--- Extracted data ---
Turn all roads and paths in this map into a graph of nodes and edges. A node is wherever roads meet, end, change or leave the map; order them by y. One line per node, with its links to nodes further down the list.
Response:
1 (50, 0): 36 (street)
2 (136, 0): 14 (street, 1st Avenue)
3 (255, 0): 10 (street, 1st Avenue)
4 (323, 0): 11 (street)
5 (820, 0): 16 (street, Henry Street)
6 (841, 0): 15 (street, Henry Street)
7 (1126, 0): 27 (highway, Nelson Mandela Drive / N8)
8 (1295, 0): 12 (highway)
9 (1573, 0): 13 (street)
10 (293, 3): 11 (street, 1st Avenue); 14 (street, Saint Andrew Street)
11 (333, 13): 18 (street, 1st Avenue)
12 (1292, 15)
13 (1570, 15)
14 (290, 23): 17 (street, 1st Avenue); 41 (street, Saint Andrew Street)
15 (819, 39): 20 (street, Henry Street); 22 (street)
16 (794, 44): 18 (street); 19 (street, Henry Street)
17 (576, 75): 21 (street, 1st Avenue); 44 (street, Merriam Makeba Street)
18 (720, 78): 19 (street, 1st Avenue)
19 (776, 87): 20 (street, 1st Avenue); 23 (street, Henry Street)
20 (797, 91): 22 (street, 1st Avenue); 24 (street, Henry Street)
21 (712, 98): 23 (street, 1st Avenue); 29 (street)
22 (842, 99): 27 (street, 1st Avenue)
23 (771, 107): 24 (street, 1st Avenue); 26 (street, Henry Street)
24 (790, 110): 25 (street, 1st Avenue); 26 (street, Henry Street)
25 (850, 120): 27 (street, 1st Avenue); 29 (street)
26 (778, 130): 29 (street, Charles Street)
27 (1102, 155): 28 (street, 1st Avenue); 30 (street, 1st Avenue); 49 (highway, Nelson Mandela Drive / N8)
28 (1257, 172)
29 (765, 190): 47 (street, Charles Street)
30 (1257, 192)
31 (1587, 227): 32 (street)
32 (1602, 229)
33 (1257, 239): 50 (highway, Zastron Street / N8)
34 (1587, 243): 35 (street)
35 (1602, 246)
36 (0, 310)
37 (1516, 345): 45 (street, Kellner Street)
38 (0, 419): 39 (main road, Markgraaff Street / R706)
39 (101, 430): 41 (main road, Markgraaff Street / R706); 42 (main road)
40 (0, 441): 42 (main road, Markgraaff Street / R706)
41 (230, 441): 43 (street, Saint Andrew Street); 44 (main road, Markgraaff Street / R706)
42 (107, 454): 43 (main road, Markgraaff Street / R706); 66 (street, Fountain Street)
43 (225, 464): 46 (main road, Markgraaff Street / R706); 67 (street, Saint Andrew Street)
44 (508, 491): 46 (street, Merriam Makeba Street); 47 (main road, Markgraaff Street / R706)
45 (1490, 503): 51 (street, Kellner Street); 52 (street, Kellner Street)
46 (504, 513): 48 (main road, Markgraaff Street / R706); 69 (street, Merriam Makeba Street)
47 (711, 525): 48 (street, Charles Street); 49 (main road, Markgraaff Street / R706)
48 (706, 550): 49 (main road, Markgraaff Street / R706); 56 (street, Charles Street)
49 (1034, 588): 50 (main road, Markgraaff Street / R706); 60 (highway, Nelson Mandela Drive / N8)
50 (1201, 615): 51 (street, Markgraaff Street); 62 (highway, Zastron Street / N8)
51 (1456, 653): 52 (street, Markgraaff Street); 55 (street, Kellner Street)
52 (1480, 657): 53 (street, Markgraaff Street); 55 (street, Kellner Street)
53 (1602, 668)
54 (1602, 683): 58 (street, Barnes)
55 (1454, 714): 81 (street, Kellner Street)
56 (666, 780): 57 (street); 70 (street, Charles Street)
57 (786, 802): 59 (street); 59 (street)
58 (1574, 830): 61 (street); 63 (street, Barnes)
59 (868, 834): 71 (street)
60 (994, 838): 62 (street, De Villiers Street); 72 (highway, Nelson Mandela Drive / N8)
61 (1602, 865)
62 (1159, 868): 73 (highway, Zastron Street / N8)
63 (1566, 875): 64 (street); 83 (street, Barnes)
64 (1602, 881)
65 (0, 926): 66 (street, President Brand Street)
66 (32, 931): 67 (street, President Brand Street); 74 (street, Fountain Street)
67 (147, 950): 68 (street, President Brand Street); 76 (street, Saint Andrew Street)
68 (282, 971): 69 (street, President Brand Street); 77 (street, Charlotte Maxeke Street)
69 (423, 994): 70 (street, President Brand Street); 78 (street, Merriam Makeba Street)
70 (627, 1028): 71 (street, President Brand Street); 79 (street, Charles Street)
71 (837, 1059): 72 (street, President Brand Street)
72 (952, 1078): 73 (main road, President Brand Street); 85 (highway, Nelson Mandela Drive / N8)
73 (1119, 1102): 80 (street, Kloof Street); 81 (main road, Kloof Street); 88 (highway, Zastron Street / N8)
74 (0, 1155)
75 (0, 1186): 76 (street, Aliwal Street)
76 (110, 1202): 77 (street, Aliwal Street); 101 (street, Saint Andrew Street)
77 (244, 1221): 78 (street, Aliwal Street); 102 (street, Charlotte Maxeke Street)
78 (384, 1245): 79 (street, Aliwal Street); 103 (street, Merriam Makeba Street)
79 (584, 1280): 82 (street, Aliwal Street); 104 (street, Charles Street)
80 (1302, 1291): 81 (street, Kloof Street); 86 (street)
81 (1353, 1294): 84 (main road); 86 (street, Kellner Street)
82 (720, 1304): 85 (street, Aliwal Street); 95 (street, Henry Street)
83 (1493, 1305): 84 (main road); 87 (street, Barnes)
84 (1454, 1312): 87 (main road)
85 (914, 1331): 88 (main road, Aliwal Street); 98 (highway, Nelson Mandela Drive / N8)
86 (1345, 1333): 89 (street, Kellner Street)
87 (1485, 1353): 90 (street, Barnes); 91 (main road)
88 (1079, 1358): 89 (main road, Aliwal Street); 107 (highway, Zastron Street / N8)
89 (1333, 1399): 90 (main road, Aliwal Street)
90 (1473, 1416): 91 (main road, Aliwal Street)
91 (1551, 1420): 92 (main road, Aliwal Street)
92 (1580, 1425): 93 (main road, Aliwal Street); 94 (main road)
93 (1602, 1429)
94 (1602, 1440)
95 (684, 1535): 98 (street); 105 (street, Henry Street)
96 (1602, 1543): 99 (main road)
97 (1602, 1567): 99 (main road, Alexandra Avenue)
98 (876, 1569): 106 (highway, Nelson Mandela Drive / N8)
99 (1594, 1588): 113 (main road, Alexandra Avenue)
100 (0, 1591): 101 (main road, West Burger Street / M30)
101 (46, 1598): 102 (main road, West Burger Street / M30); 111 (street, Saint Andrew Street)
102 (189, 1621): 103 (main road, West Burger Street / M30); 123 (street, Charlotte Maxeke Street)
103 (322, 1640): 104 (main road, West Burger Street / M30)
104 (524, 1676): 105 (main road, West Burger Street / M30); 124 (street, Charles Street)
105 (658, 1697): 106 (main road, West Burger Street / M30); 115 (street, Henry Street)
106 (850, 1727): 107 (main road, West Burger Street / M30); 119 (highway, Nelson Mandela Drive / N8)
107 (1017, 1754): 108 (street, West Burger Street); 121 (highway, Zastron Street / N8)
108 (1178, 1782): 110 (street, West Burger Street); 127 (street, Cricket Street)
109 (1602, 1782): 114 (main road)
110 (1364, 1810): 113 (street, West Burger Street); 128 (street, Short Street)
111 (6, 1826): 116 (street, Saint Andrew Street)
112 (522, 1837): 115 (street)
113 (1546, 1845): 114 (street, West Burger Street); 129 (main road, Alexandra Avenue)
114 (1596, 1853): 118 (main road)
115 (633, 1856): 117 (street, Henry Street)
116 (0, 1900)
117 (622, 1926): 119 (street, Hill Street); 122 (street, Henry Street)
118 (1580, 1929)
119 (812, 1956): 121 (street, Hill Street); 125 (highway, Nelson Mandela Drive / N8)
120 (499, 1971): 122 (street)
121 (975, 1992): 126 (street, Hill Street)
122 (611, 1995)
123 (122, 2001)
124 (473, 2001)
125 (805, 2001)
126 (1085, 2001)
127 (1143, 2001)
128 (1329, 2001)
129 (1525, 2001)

--- Aim of the task ---
In the entries above, some lines hold the string "Brand". Copy each of them.

--- Answer box ---
65 (0, 926): 66 (street, President Brand Street)
66 (32, 931): 67 (street, President Brand Street); 74 (street, Fountain Street)
67 (147, 950): 68 (street, President Brand Street); 76 (street, Saint Andrew Street)
68 (282, 971): 69 (street, President Brand Street); 77 (street, Charlotte Maxeke Street)
69 (423, 994): 70 (street, President Brand Street); 78 (street, Merriam Makeba Street)
70 (627, 1028): 71 (street, President Brand Street); 79 (street, Charles Street)
71 (837, 1059): 72 (street, President Brand Street)
72 (952, 1078): 73 (main road, President Brand Street); 85 (highway, Nelson Mandela Drive / N8)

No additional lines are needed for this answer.